I don't deny the right of Mr Abdullah to take or voice any of these views which I think are deeply regressive. I think it does create problems for the Muslim Council of Britain for a leading elected office-holder to do so, as no group which expected to be taken seriously in British civic society would be voicing such views. My understanding (others may have better information) is that the MCB does not support the views in the Istanbul declaration, and that its official policy is the opposite of it on many of these points.

There were a great many statements and protests of the Israeli action in Gaza, taken by the MCB and many others, which avoided all of these objectonable features of the Istanbul Declaration, and I think it is a confusion or excuse to say that the aim is to censor criticism of Israel. I personally will not take seriously the contributions of those who make them in the terms of the Istanbul Declaraton, because I see such contributions as part of the problem and not part of the solution.

(I set out what I think those who want to be part of the solution should be doing during the Gaza crisis).

I think it is right to say that these are issues for the MCB itself, but also that its standing in democratic civic society will depend on what it chooses to voice. I think it is more difficult when Abdullah has such a senior role (compared to, say, being one member of an advisory network or group of fifty people). The sensible approach would be for him to withdraw his signature and support of the Istanbul Declaration, perhaps then making clear his opposition to the Israeli action in Gaza in terms consistent with the positions and policies of his own organisation, which I think could be done loudly and clearly.

There is a legitimate debate about whether Hazel Blears was right to challenge the MCB in the way that she did. I would not have taken that approach in her position. I think it rather too much implies that the government treats the Muslim Council of Britain as a representative group which speaks for British Muslims (as if it was analogous to a quango). My position has always been (for a decade) that there many be many sources of civic pressure from within different communities, but that this is an outdated model of 'community leadership. To some extent, I think the Blears approach may somewhat reinforce that model.

So my post was not an unqualified defence of Blears' position ahead of the legal threat against her - but rather noted that, in my view, Abdullah's threat of legal action is both daft and might well be subject to the advice "stop digging".

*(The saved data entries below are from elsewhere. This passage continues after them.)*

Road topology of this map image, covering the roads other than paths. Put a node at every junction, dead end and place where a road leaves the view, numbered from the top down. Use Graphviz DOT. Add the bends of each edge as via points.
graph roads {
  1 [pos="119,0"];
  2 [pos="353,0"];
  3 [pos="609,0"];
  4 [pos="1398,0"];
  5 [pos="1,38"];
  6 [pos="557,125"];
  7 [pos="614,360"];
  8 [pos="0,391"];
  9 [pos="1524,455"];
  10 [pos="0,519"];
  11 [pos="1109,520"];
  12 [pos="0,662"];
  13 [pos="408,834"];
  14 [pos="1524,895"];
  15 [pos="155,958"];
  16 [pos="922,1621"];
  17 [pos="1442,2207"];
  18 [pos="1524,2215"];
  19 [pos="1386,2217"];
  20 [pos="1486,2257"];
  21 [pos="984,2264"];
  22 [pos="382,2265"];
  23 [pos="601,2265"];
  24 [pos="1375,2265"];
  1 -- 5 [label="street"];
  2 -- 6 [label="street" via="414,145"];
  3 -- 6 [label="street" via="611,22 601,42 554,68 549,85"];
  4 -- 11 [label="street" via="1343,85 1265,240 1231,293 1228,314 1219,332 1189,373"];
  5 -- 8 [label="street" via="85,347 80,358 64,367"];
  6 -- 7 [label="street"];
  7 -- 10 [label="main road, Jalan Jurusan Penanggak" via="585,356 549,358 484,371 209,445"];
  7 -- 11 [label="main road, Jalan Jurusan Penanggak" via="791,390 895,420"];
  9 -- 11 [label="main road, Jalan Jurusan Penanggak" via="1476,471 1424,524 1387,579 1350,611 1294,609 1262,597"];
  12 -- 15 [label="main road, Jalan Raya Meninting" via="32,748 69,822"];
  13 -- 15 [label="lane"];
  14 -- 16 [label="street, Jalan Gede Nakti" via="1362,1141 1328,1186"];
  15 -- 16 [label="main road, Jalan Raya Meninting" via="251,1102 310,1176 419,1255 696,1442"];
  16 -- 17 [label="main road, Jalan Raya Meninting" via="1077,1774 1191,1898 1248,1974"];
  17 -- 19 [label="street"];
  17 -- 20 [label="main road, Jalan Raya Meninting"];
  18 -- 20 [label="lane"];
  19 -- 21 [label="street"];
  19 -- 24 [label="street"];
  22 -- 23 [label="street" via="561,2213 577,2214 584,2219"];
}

Of course, this is complex. The government has an important role in engaging with various faith and interfaith groups for different purposes. But I don't think the government ought to be regularly intervening in the internal politics of civic society groups of different faith communities. I think it would be acceptable for government to take the view, in some cases, that it would not see the value of engaging with particular individuals or pressure groups.